The World Bank’s Nigeria Development Update for June 2023 reveals that over 42.69 million poor Nigerians have been excluded from the Federal Government’s N5,000 monthly cash transfer program since its inception in 2016. Only 19.4 percent of the population has benefited from the program, leaving a significant portion of the vulnerable population without assistance.
The report highlights that about 40 percent of Nigerians, equivalent to 82.9 million people, live below the national poverty line, and an additional 52.6 million individuals are economically insecure, at high risk of falling into poverty.
Despite the urgent need for assistance, the government’s spending on social safety nets remains inadequate. In 2021, Nigeria spent only 0.7 percent of its GDP on social safety nets, significantly lower than the global and regional averages.
Experts and the World Bank emphasize the importance of expanding the social safety net’s coverage and increasing transparency to ensure that genuine beneficiaries receive support. Establishing a new social compact with Nigerians, especially during the phasing out of the petrol subsidy, is suggested to minimize negative impacts and build public support for the program.

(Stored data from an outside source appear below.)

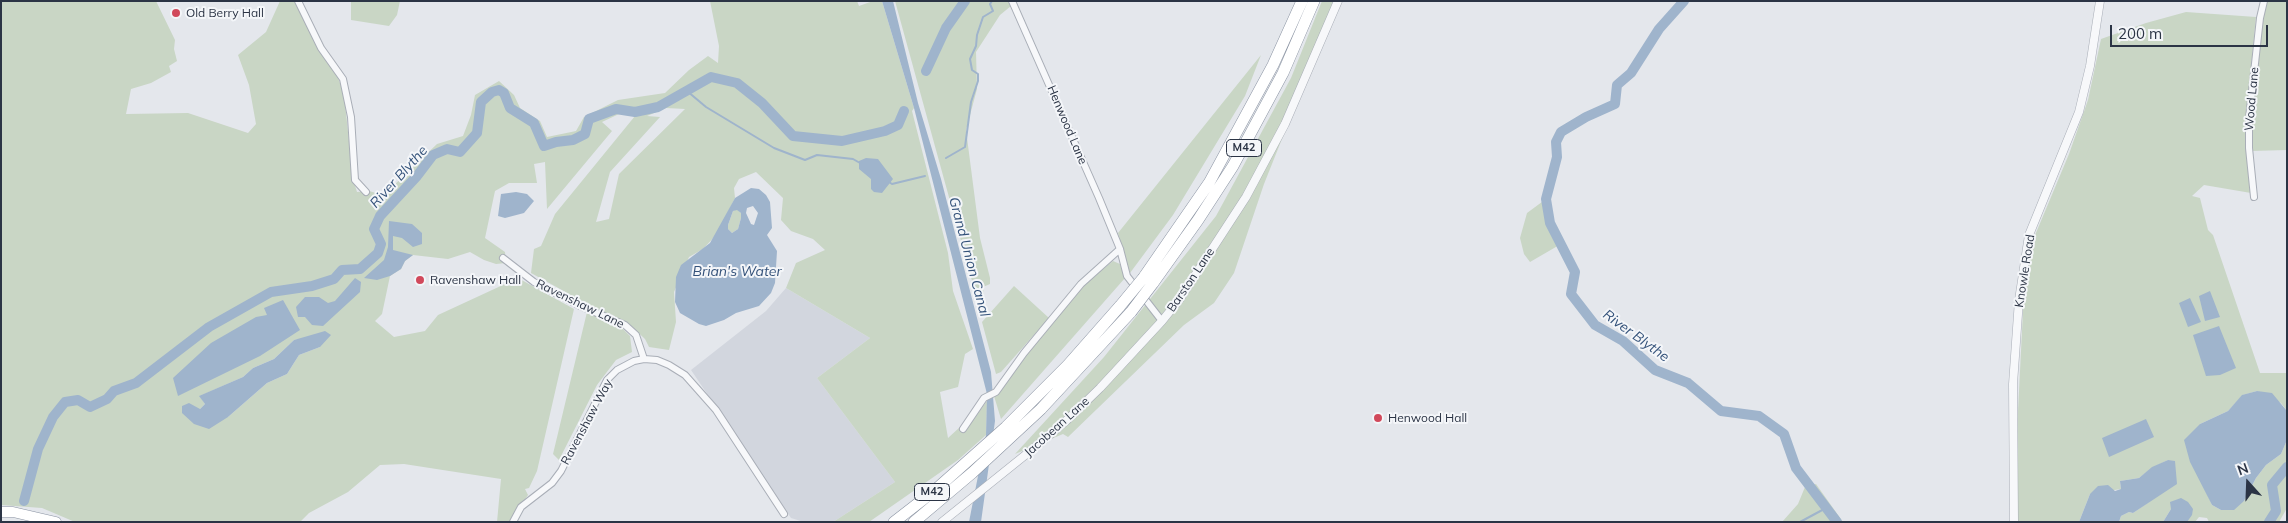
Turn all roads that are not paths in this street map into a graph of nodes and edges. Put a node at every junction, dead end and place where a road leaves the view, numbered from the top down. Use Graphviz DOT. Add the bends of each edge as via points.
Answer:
graph roads {
  1 [pos="298,1"];
  2 [pos="1012,1"];
  3 [pos="1302,1"];
  4 [pos="1314,1"];
  5 [pos="1338,1"];
  6 [pos="2100,1"];
  7 [pos="2264,1"];
  8 [pos="366,192"];
  9 [pos="2254,196"];
  10 [pos="1120,249"];
  11 [pos="503,258"];
  12 [pos="1149,280"];
  13 [pos="1162,321"];
  14 [pos="644,359"];
  15 [pos="963,429"];
  16 [pos="915,505"];
  17 [pos="1,512"];
  18 [pos="784,514"];
  19 [pos="56,522"];
  20 [pos="513,522"];
  21 [pos="889,522"];
  22 [pos="894,522"];
  23 [pos="913,522"];
  24 [pos="942,522"];
  25 [pos="2014,522"];
  1 -- 8 [label="street" via="321,48 343,78 351,117 355,180"];
  2 -- 10 [label="street, Henwood Lane"];
  3 -- 12 [label="highway, M42" via="1273,65 1209,183"];
  4 -- 12 [label="highway, M42" via="1283,73 1234,166 1198,220"];
  5 -- 13 [label="street, Barston Lane" via="1285,124 1246,197"];
  6 -- 25 [label="street, Knowle Road" via="2079,112 2029,235 2019,300 2013,384"];
  7 -- 9 [label="street, Wood Lane" via="2249,118"];
  10 -- 13 [label="street, Barston Lane" via="1127,276"];
  10 -- 15 [label="street" via="1081,284 1029,346 996,392 984,398"];
  11 -- 14 [label="street, Ravenshaw Lane" via="534,282 625,326 636,335"];
  12 -- 16 [label="highway, M42, bridge" via="1120,306 1068,365 1006,427"];
  12 -- 23 [label="highway, M42, bridge" via="1131,312 1074,376 1008,441"];
  13 -- 24 [label="street, Jacobean Lane" via="1067,420"];
  14 -- 18 [label="street" via="663,363 685,375 716,410"];
  14 -- 20 [label="street, Ravenshaw Way" via="617,370 607,380 561,471 521,507"];
  16 -- 21 [label="highway"];
  16 -- 22 [label="highway, M42"];
  17 -- 19 [label="highway"];
}
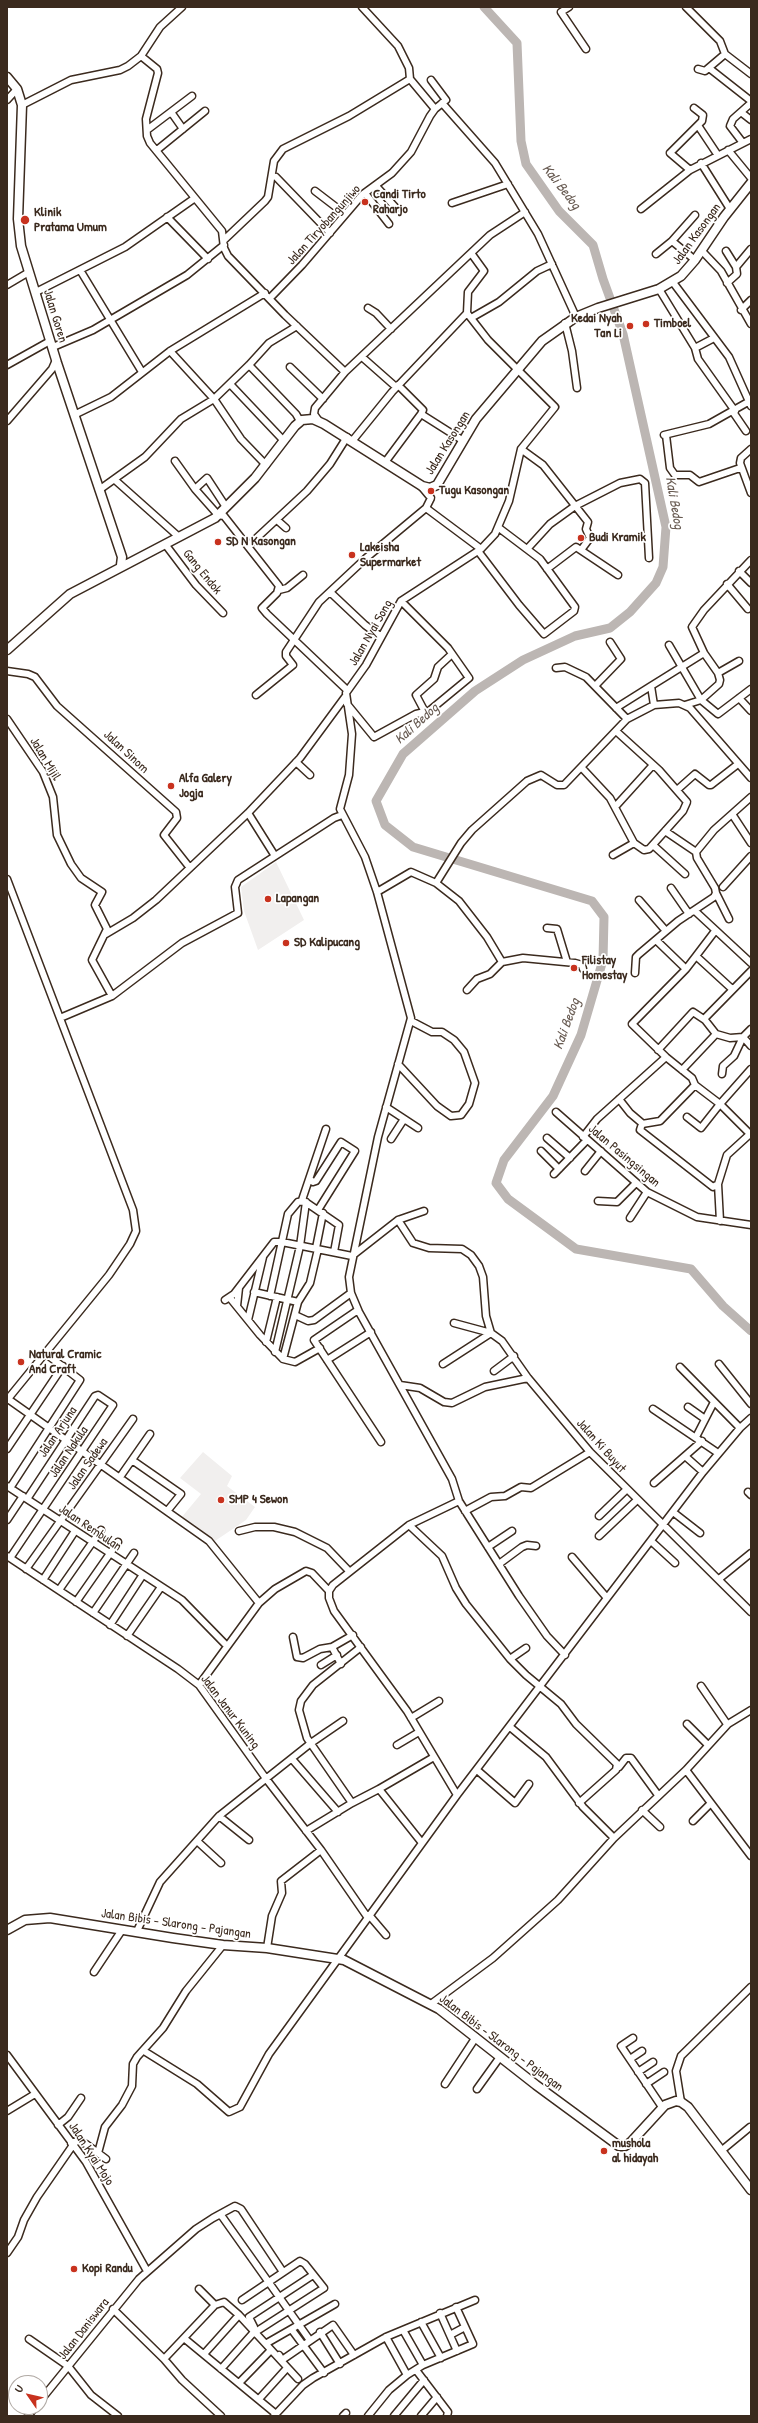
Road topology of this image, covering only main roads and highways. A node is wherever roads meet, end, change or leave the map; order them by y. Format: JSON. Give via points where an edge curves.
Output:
{"nodes":[{"id":1,"x":7,"y":77,"type":"edge"},
{"id":2,"x":751,"y":183,"type":"edge"},
{"id":3,"x":124,"y":561,"type":"junction"},
{"id":4,"x":7,"y":650,"type":"edge"},
{"id":5,"x":7,"y":1930,"type":"edge"},
{"id":6,"x":751,"y":2190,"type":"edge"}],
"edges":[{"from":1,"to":3,"type":"main road","name":"Jalan Goren","via":[[17,89],[22,105],[18,230],[56,360],[56,370]]},
{"from":2,"to":3,"type":"main road","name":"Jalan Kasongan","via":[[695,260],[672,281],[659,289],[576,317],[542,341],[482,411],[462,440],[439,482],[430,488],[417,483],[350,439],[310,418],[301,421],[266,465],[218,515],[166,544]]},
{"from":3,"to":4,"type":"main road","via":[[62,599]]},
{"from":5,"to":6,"type":"main road","name":"Jalan Bibis - Slarong - Pajangan","via":[[25,1920],[39,1918],[79,1921],[223,1945],[267,1948],[337,1959],[373,1974],[431,2004],[600,2134],[622,2147],[631,2142],[662,2107],[670,2102],[681,2102],[688,2107]]}]}
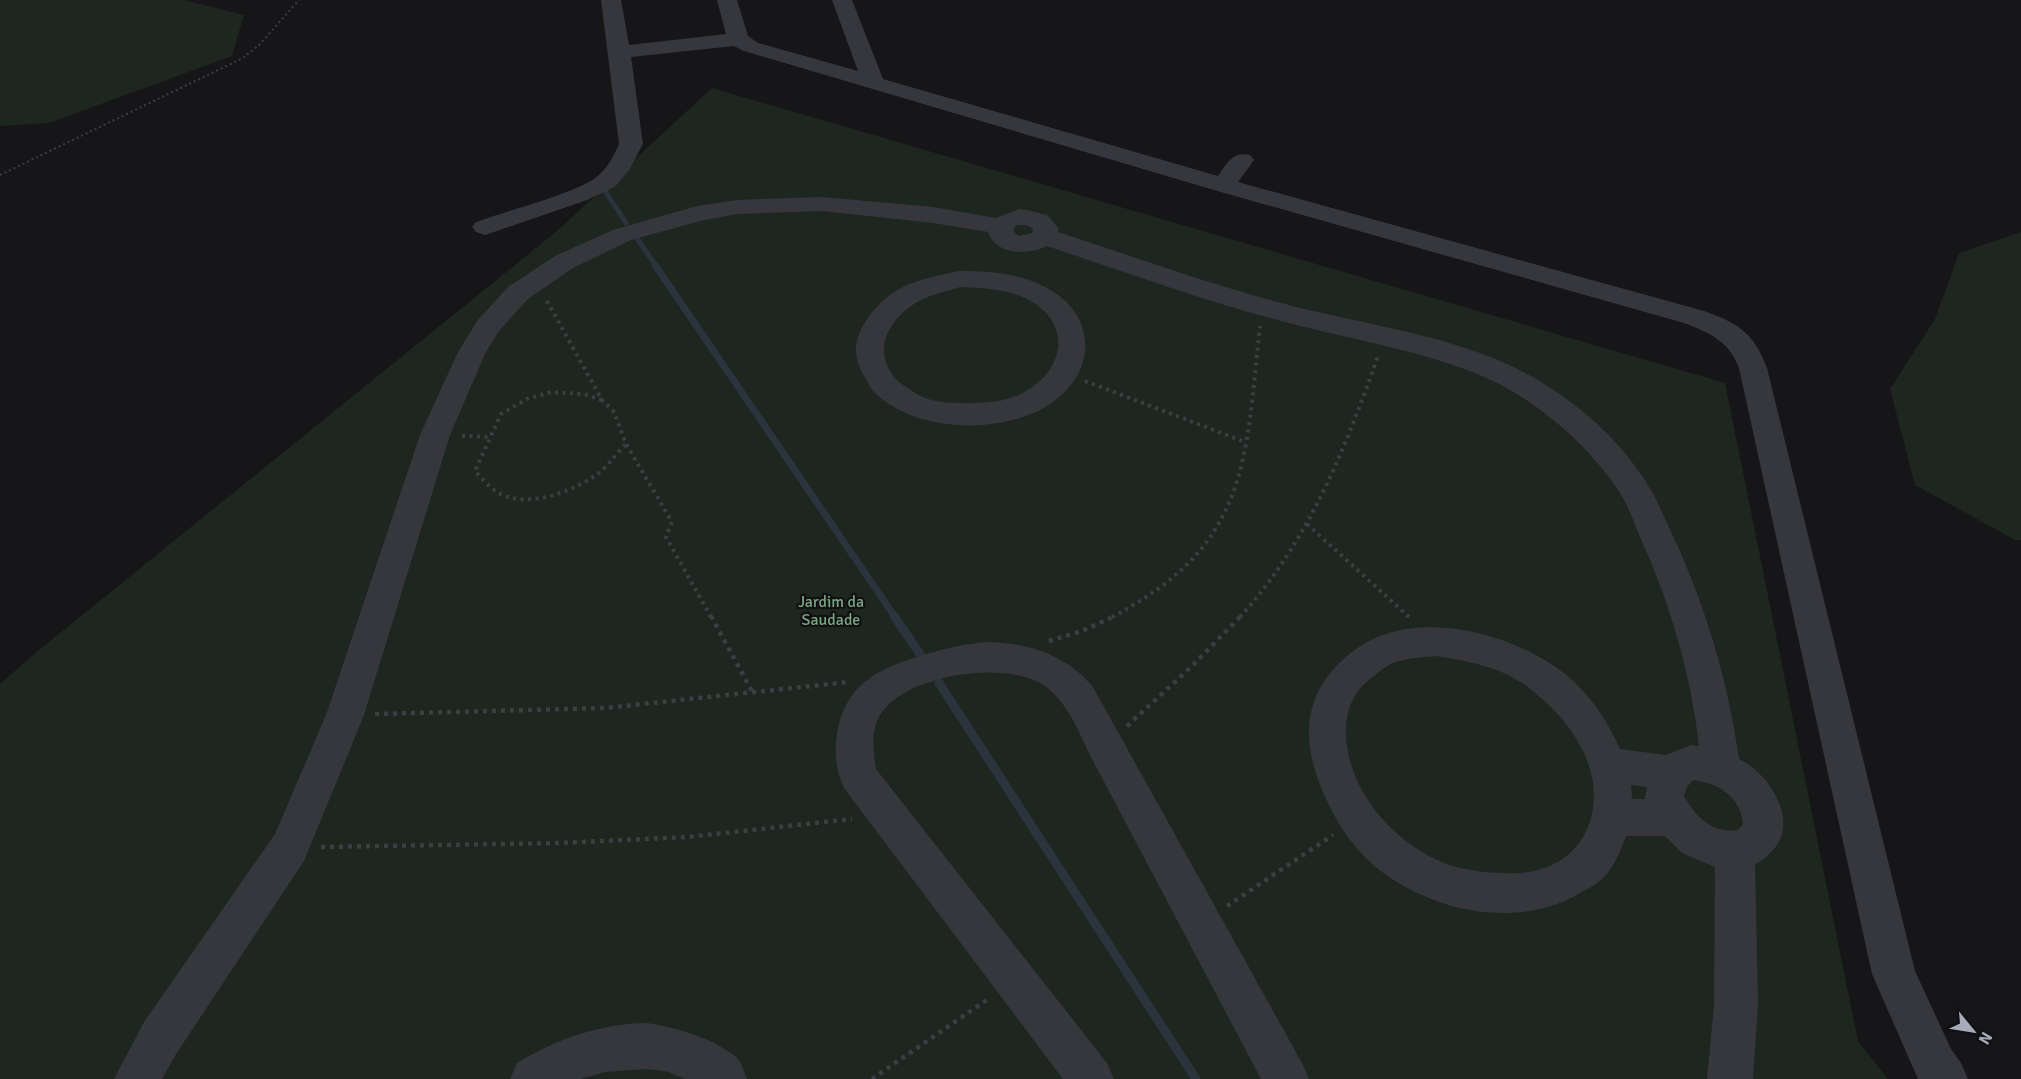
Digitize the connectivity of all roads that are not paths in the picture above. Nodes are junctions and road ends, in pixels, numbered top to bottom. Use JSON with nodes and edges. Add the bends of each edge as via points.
{"nodes":[{"id":1,"x":611,"y":0,"type":"edge"},
{"id":2,"x":727,"y":0,"type":"edge"},
{"id":3,"x":842,"y":0,"type":"edge"},
{"id":4,"x":738,"y":39,"type":"junction"},
{"id":5,"x":620,"y":52,"type":"junction"},
{"id":6,"x":873,"y":82,"type":"junction"},
{"id":7,"x":485,"y":227,"type":"dead end"},
{"id":8,"x":1021,"y":237,"type":"junction"},
{"id":9,"x":999,"y":281,"type":"junction"},
{"id":10,"x":1609,"y":765,"type":"junction"},
{"id":11,"x":1721,"y":768,"type":"junction"},
{"id":12,"x":1671,"y":773,"type":"junction"},
{"id":13,"x":1611,"y":817,"type":"junction"},
{"id":14,"x":1674,"y":819,"type":"junction"},
{"id":15,"x":1734,"y":851,"type":"junction"},
{"id":16,"x":137,"y":1079,"type":"edge"},
{"id":17,"x":533,"y":1079,"type":"edge"},
{"id":18,"x":724,"y":1079,"type":"edge"},
{"id":19,"x":1091,"y":1079,"type":"edge"},
{"id":20,"x":1286,"y":1079,"type":"edge"},
{"id":21,"x":1730,"y":1079,"type":"edge"},
{"id":22,"x":1945,"y":1079,"type":"edge"}],
"edges":[{"from":1,"to":5,"type":"street"},
{"from":2,"to":4,"type":"street"},
{"from":3,"to":6,"type":"street"},
{"from":4,"to":5,"type":"street"},
{"from":4,"to":6,"type":"street"},
{"from":5,"to":7,"type":"street","via":[[631,144],[621,165],[606,182],[588,191]]},
{"from":6,"to":22,"type":"street","via":[[1232,172],[1694,317],[1737,338],[1748,350],[1894,974]]},
{"from":8,"to":9,"type":"street"},
{"from":8,"to":11,"type":"street","via":[[1262,307],[1458,357],[1517,382],[1574,423],[1628,480],[1677,583],[1698,642],[1716,723]]},
{"from":8,"to":16,"type":"street","via":[[933,215],[822,204],[737,207],[622,235],[564,262],[518,293],[487,327],[471,354],[435,435],[345,715],[290,847],[160,1038]]},
{"from":9,"to":9,"type":"street","via":[[1035,292],[1066,319],[1073,337],[1073,355],[1065,373],[1050,390],[1001,412],[941,414],[914,406],[892,393],[877,377],[868,359],[868,340],[876,322],[890,306],[909,292],[933,284],[959,279]]},
{"from":10,"to":12,"type":"street"},
{"from":10,"to":13,"type":"street","via":[[1614,799]]},
{"from":10,"to":13,"type":"street","via":[[1594,732],[1571,702],[1541,676],[1508,657],[1472,646],[1437,641],[1404,645],[1375,655],[1352,672],[1335,695],[1327,723],[1327,754],[1337,787],[1356,819],[1386,850],[1423,874],[1464,890],[1511,895],[1553,887],[1587,866],[1607,836]]},
{"from":11,"to":12,"type":"street","via":[[1691,762]]},
{"from":11,"to":15,"type":"street","via":[[1749,789],[1764,816],[1764,831],[1758,840],[1748,848]]},
{"from":12,"to":14,"type":"street","via":[[1664,797]]},
{"from":13,"to":14,"type":"street"},
{"from":14,"to":15,"type":"street","via":[[1702,843]]},
{"from":15,"to":21,"type":"street","via":[[1736,1005]]},
{"from":17,"to":18,"type":"street","via":[[547,1069],[594,1051],[639,1045],[682,1053]]},
{"from":19,"to":20,"type":"street","via":[[858,776],[854,742],[859,720],[881,688],[894,681],[948,662],[1005,657],[1035,663],[1073,688],[1090,712],[1104,747]]}]}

The World Bank’s report sheds light on the pressing issue of poverty in Nigeria and the gaps in the government’s social safety net programs. It is disheartening to see that millions of vulnerable Nigerians are excluded from receiving much-needed assistance, leaving them at greater risk of falling deeper into poverty.
To address this issue, it is crucial for the government to prioritize transparency and openness in its social safety net initiatives. Creating a comprehensive and accessible database that allows public scrutiny will help ensure that genuine beneficiaries are identified and reach the program’s benefits. Additionally, increasing the coverage of the cash transfer program will help lift more Nigerians out of poverty and provide a crucial safety net during difficult times.